All’alba di martedì il premier Giuseppe Conte ha annunciato con soddisfazione non solo la conclusione dell’accordo per il Recovery Fund ma anche l’imminente creazione dell’ennesima task-force, la quale si occuperà della stesura di un piano nazionale di ripresa e “dovrà partire al più presto”.
Sebbene le svariate decine di commissioni messe in piedi negli ultimi mesi e composte da oltre 500 “esperti” non abbiano prodotto nulla di tangibile e positivo, il presidente del Consiglio rende noto subito che ha intenzione di accanirsi nell’uso del suo metodo personale di governare: proposte e decisioni non vengono discusse e raggiunte in Parlamento, con la partecipazione della opposizione, bensì vengono affidate a persone prive di qualsiasi tipo di legittimità popolare, selezionate non si sa da chi e non si sa neppure sulla base di quali competenze e meriti.
Ma c’è di più. Le parole di Conte sono un’autodenuncia, una implicita ammissione di inadeguatezza: questo esecutivo è costituito da ministri non in grado di assolvere alle loro funzioni, quindi è necessario cercare altrove una preparazione brevettata che manca a chi tiene in mano le redini del Paese.

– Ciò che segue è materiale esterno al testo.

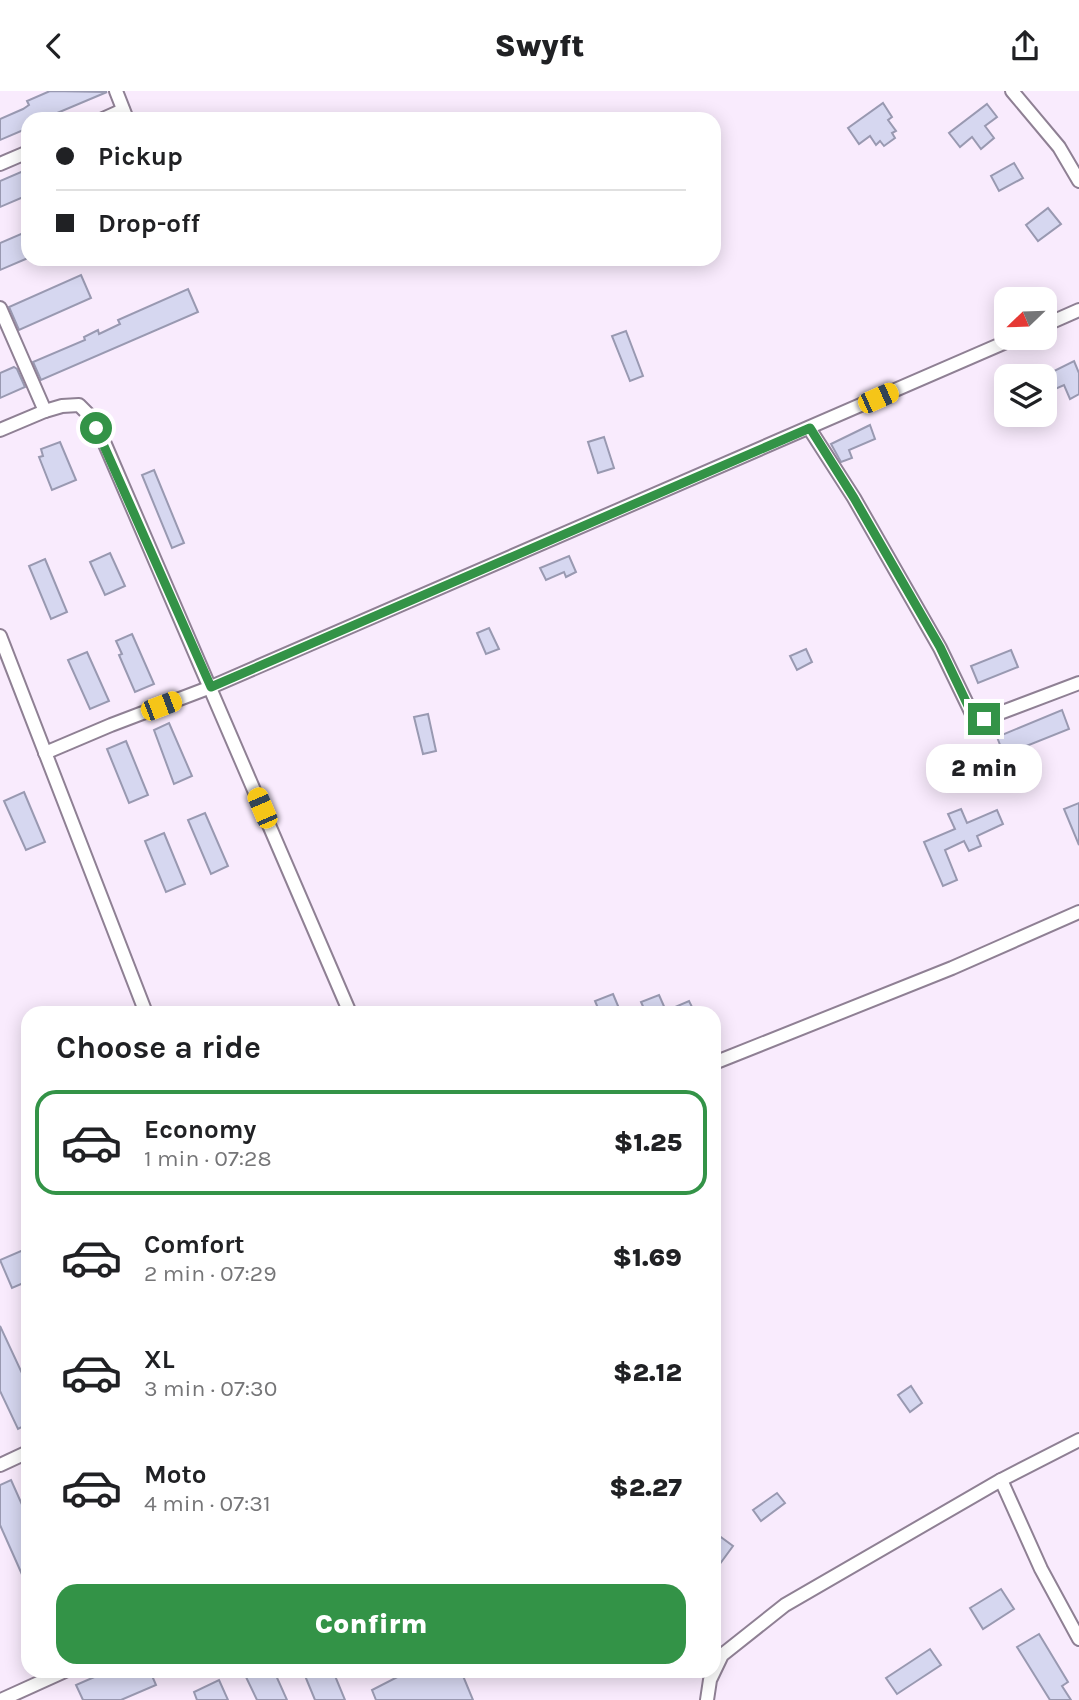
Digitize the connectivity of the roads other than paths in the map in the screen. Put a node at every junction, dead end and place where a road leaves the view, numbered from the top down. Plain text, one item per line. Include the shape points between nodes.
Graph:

Del resto, non è un caso che proprio in questa fase storica, che vede al potere i cinquestelle – promotori della teoria dell’uno vale uno -, il ricorso ai tecnici si sia trasformato in una consuetudine oltre che una condicio sine qua non. L’esubero di presunti specialisti serve a mitigare, mascherare e supplire la totale nonché talvolta imbarazzante assenza di preparazione di individui che sono passati dal servire bibite allo stadio al ritrovarsi al vertice di dicasteri senza dubbio cruciali.
È la democrazia rovesciata. Eleggiamo i nostri rappresentanti perché amministrino la cosa pubblica e questi, non essendo idonei a svolgere i compiti derivanti dal ruolo acquisito, chiedono soccorso ad altri soggetti che per gli elettori sono perfetti sconosciuti, seppure le indicazioni di questi ultimi abbiano poi ricadute importanti sulla esistenza di ciascuno di noi.
I membri delle task-force agiscono dietro le quinte: non compaiono, non si assumono responsabilità, anche se è facile che il governo si faccia scudo degli esperti per giustificare i propri errori definendoli “scelte inevitabili dettate dagli scienziati”, e non devono rispondere all’elettorato che tuttavia li finanzia.
In un ordinamento democratico coloro che ricoprono ruoli pubblici su mandato del popolo e quindi disegnano le sorti del Paese devono essere individuabili e riconoscibili. E hanno l’obbligo, presentandosi al loro cospetto, di rispondere ai cittadini, non al premier Giuseppe Conte, (peraltro) pure lui mai eletto.
Il rischio adesso è che questo modus operandi diventi una normale prassi, quantunque di normale non abbia proprio niente.
Il direttorio degli “illuminati” altro non è che una forma nuova di regime antidemocratico, ossia avverso al popolo in quanto lo esclude. Una dittatura nella dittatura che fa scempio degli organi rappresentativi costituzionali sulla base del curriculum personale e di oscuri personalismi.